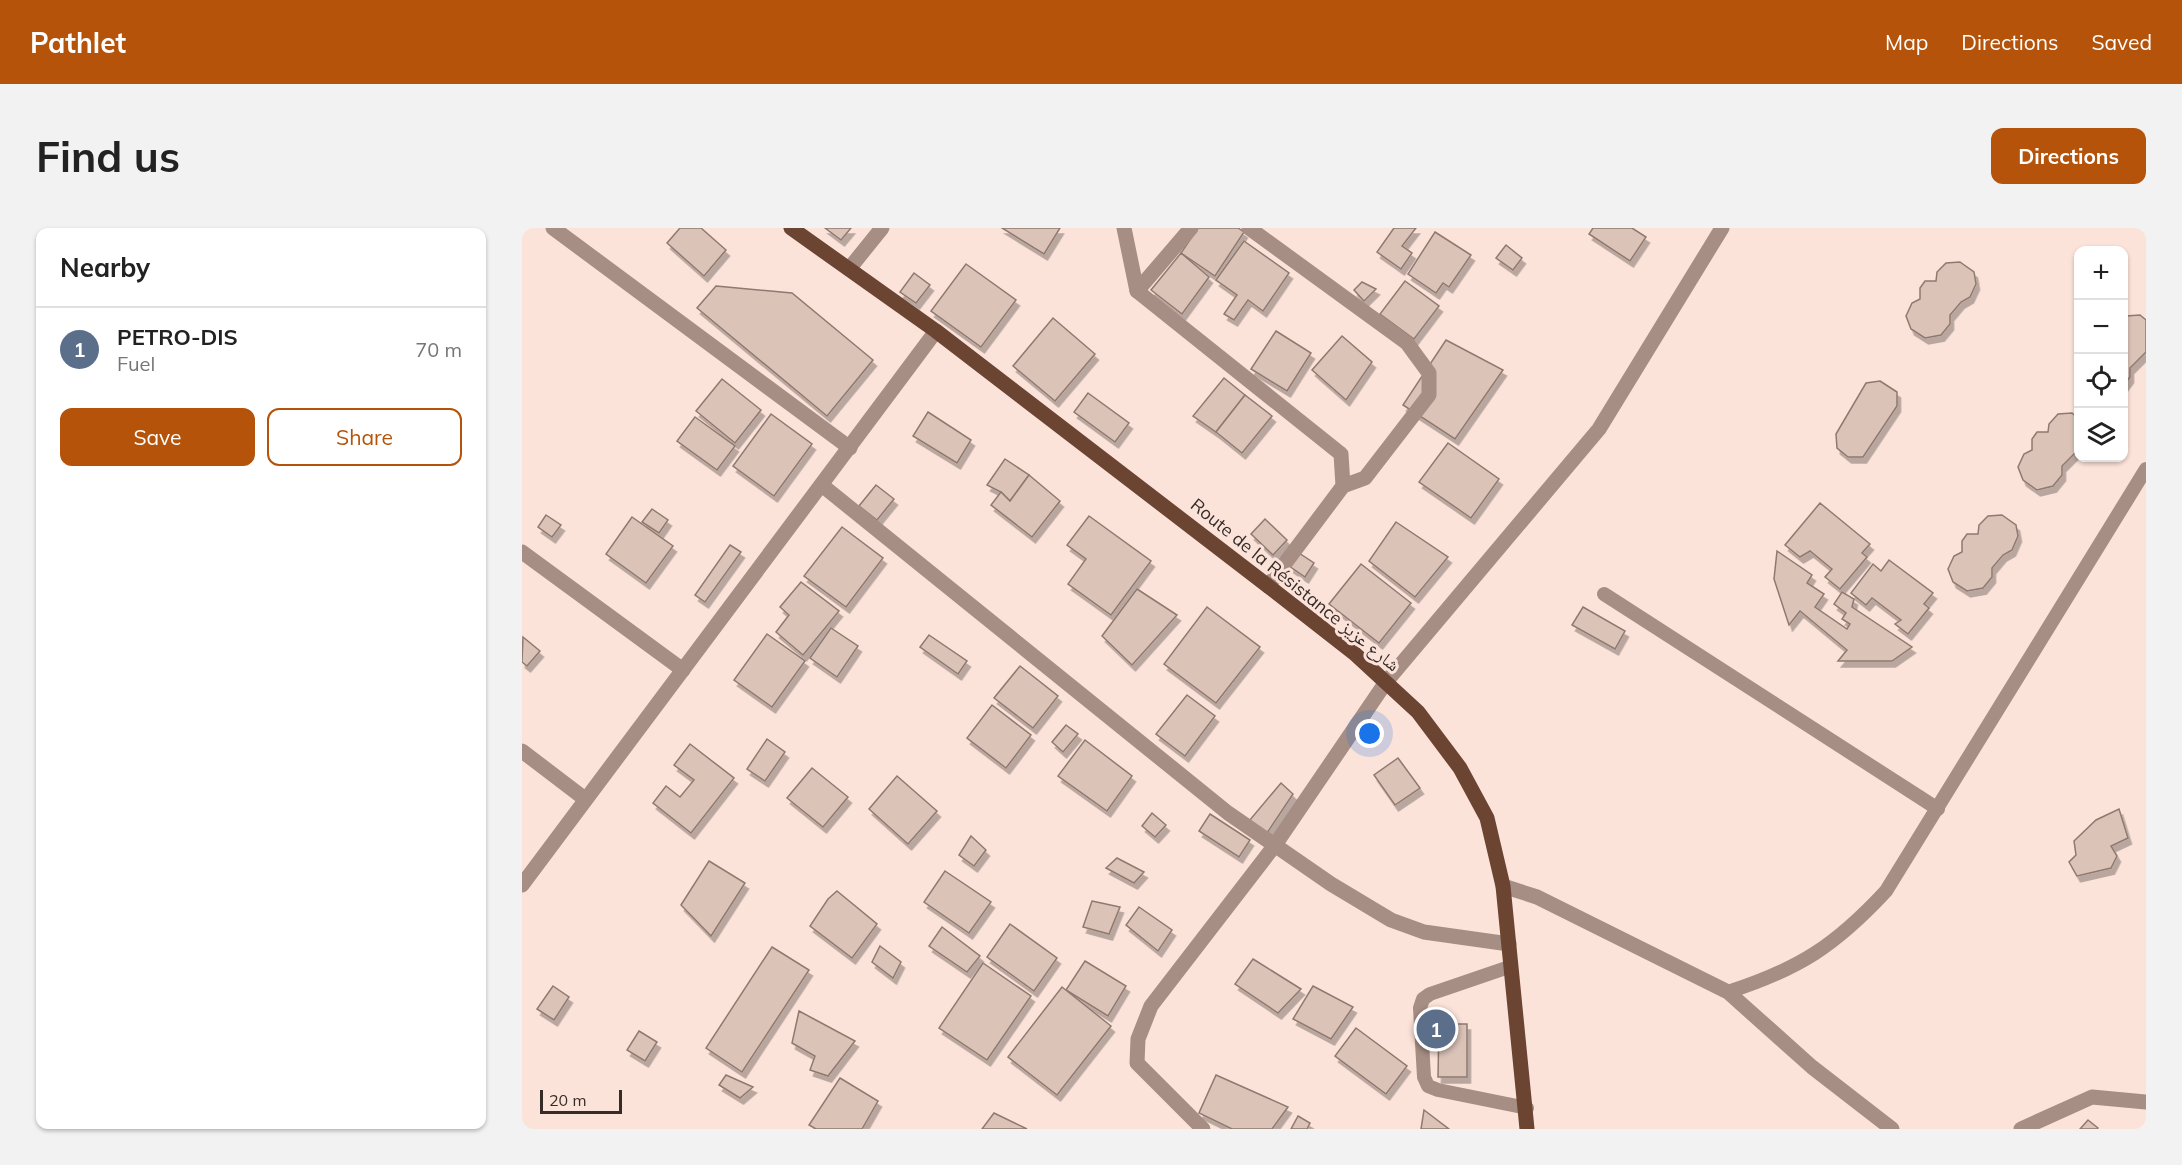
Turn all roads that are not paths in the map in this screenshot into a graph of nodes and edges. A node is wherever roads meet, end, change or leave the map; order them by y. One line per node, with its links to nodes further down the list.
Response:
1 (553, 228): 11 (street)
2 (791, 228): 8 (main road, Route de la Résistance شارع عزيز)
3 (882, 228): 8 (street)
4 (1124, 228): 9 (street)
5 (1191, 228): 9 (street)
6 (1249, 228): 14 (street)
7 (1722, 228): 19 (street)
8 (849, 269): 10 (main road, Route de la Résistance شارع عزيز)
9 (1137, 291): 14 (street)
10 (936, 331): 11 (street); 16 (main road, Route de la Résistance شارع عزيز)
11 (850, 448): 13 (street)
12 (2146, 469): 22 (lane)
13 (823, 486): 18 (street); 23 (street)
14 (1343, 486): 16 (street)
15 (522, 552): 18 (street)
16 (1268, 586): 19 (main road, Route de la Résistance شارع عزيز)
17 (1604, 594): 22 (lane)
18 (683, 670): 21 (street)
19 (1386, 682): 23 (street); 25 (main road, Route de la Résistance شارع عزيز)
20 (522, 751): 21 (street)
21 (585, 799): 24 (street)
22 (1938, 809): 28 (lane)
23 (1275, 845): 26 (street); 31 (street)
24 (522, 885)
25 (1503, 886): 26 (main road, Route de la Résistance شارع عزيز); 28 (street)
26 (1509, 944): 27 (main road, Route de la Résistance شارع عزيز)
27 (1509, 967): 30 (main road, Route de la Résistance شارع عزيز); 30 (lane)
28 (1728, 992): 33 (street)
29 (2146, 1102): 34 (street)
30 (1527, 1108): 32 (main road, Route de la Résistance شارع عزيز)
31 (1203, 1129)
32 (1527, 1129)
33 (1892, 1129)
34 (2021, 1129)

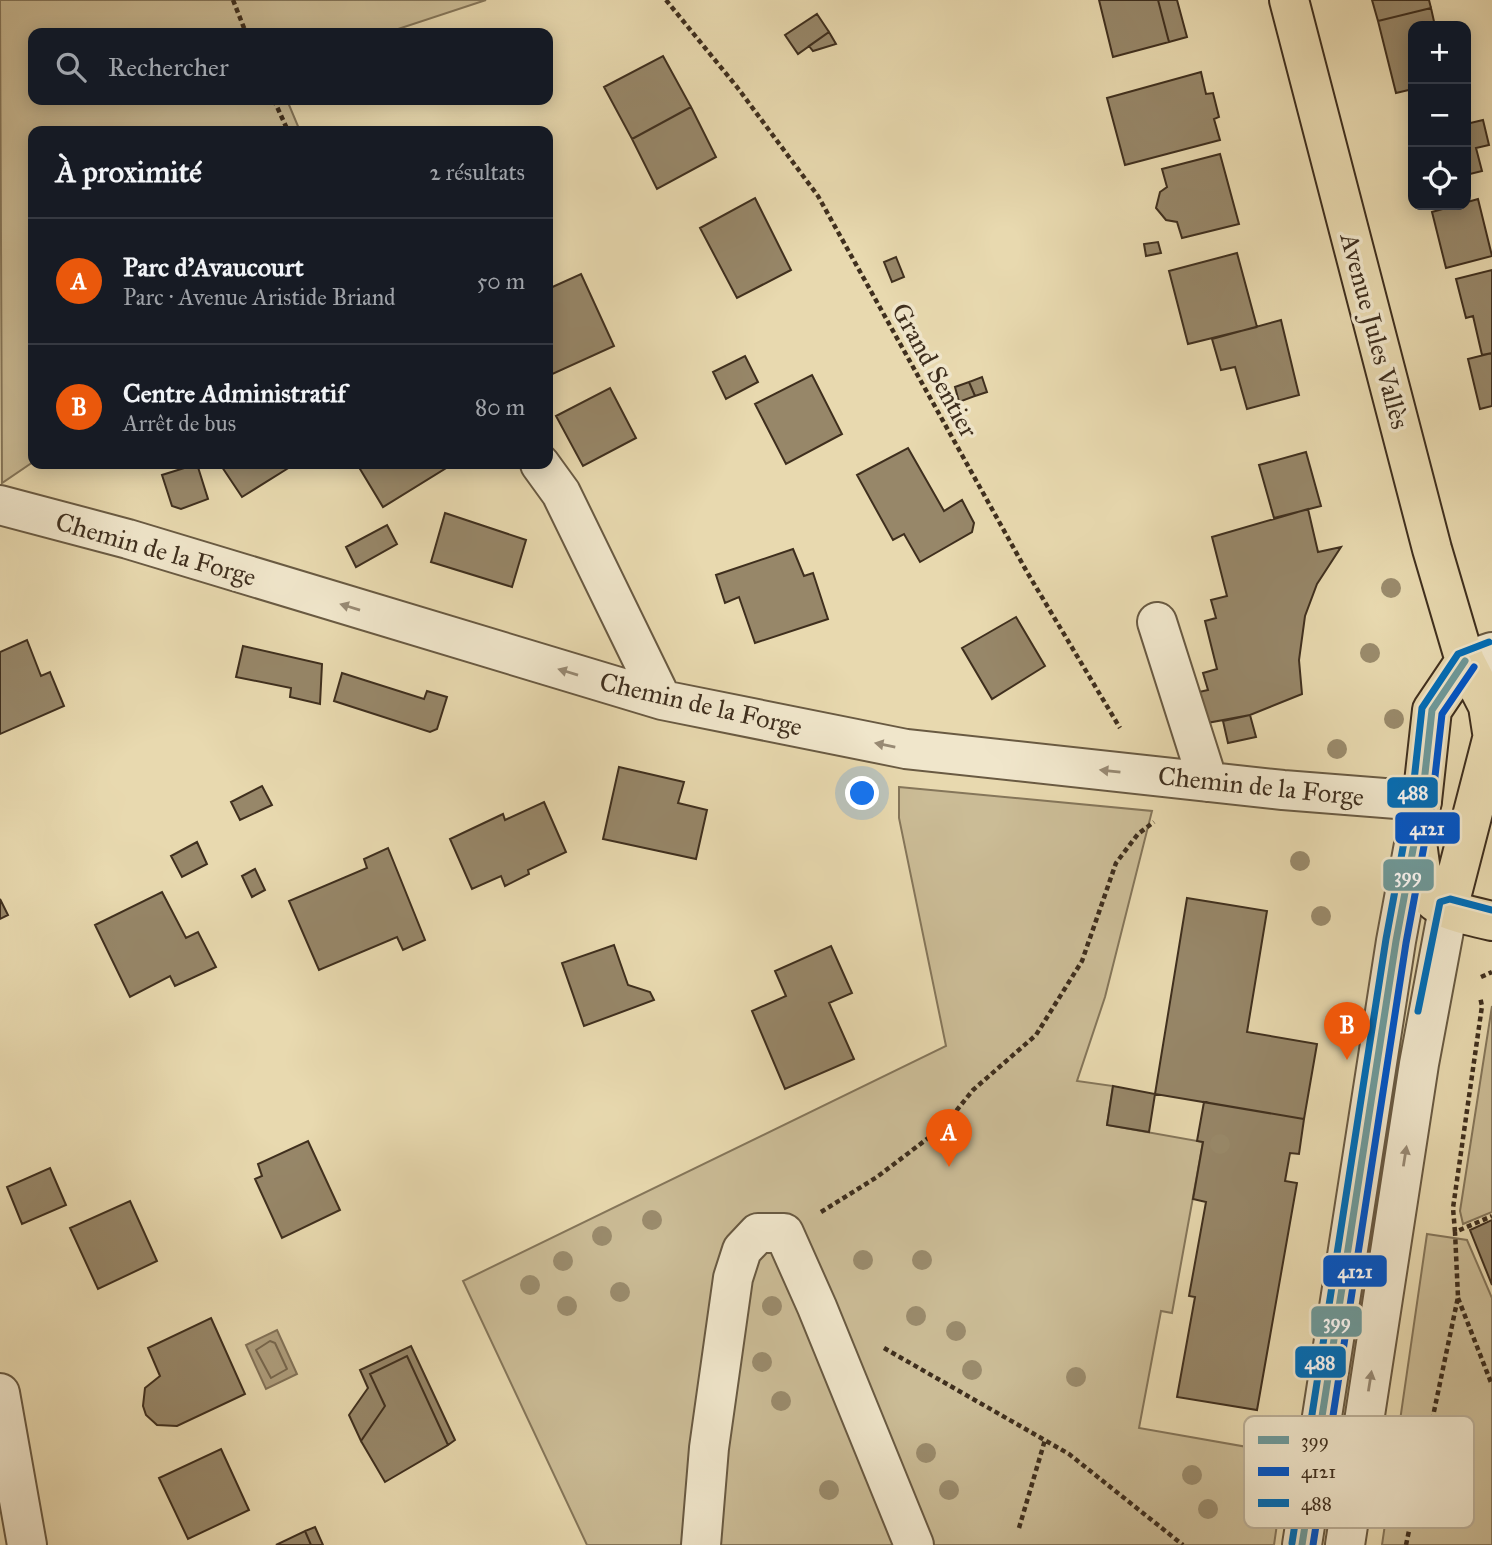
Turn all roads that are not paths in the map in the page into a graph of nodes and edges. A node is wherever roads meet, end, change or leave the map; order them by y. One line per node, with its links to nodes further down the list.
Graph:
1 (1289, 0): 5 (main road, Avenue Jules Vallès)
2 (544, 469): 6 (street)
3 (0, 505): 6 (street, Chemin de la Forge, one-way to 3)
4 (1157, 622): 9 (street)
5 (1479, 656): 7 (main road, Avenue Jules Vallès); 10 (main road)
6 (662, 700): 9 (street, Chemin de la Forge, one-way to 6)
7 (1492, 732)
8 (1492, 739): 11 (main road)
9 (1208, 782): 10 (street, Chemin de la Forge)
10 (1419, 818): 11 (main road); 14 (street)
11 (1448, 909): 12 (main road); 15 (street, one-way to 11)
12 (1492, 920)
13 (0, 1393): 16 (street)
14 (1322, 1416)
15 (1365, 1416)
16 (27, 1545)
17 (701, 1545): 18 (street)
18 (914, 1545)

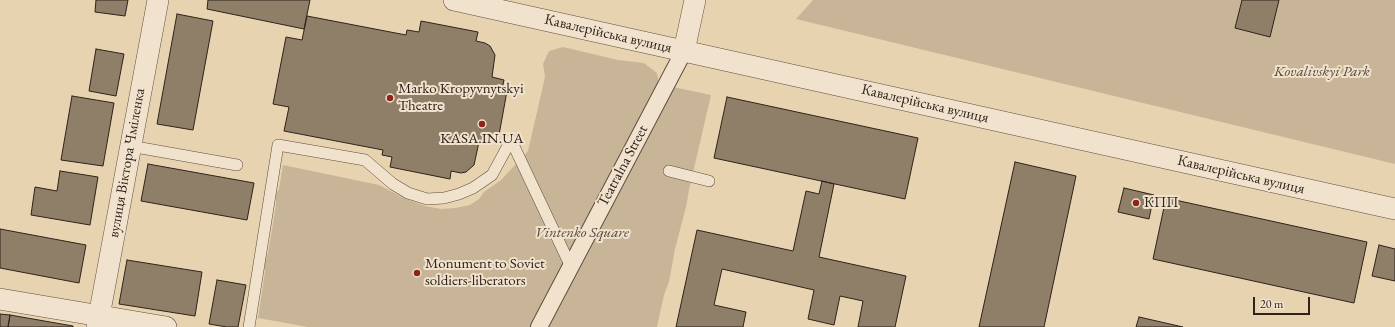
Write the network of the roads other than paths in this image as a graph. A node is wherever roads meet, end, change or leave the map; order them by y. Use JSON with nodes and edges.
{"nodes":[{"id":1,"x":158,"y":0,"type":"edge"},
{"id":2,"x":454,"y":0,"type":"edge"},
{"id":3,"x":695,"y":0,"type":"edge"},
{"id":4,"x":684,"y":51,"type":"junction"},
{"id":5,"x":130,"y":146,"type":"junction"},
{"id":6,"x":238,"y":165,"type":"dead end"},
{"id":7,"x":669,"y":172,"type":"dead end"},
{"id":8,"x":709,"y":181,"type":"dead end"},
{"id":9,"x":1395,"y":209,"type":"edge"},
{"id":10,"x":570,"y":267,"type":"junction"},
{"id":11,"x":0,"y":299,"type":"edge"},
{"id":12,"x":98,"y":321,"type":"edge"},
{"id":13,"x":166,"y":327,"type":"edge"},
{"id":14,"x":249,"y":327,"type":"edge"},
{"id":15,"x":539,"y":327,"type":"edge"}],
"edges":[{"from":1,"to":5,"type":"street","name":"вулиця Віктора Чміленка"},
{"from":2,"to":4,"type":"street","name":"Кавалерійська вулиця"},
{"from":3,"to":4,"type":"street","name":"Teatralna Street"},
{"from":4,"to":9,"type":"street","name":"Кавалерійська вулиця"},
{"from":4,"to":10,"type":"street","name":"Teatralna Street"},
{"from":5,"to":6,"type":"lane"},
{"from":5,"to":12,"type":"street","name":"вулиця Віктора Чміленка"},
{"from":7,"to":8,"type":"lane"},
{"from":10,"to":14,"type":"lane"},
{"from":10,"to":15,"type":"street","name":"Teatralna Street"},
{"from":11,"to":12,"type":"street"},
{"from":12,"to":13,"type":"street"}]}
____________________
Exercise goal: The answer must be a single number: the count of lines in the records above that contain the word "further".

Exercise answer: 2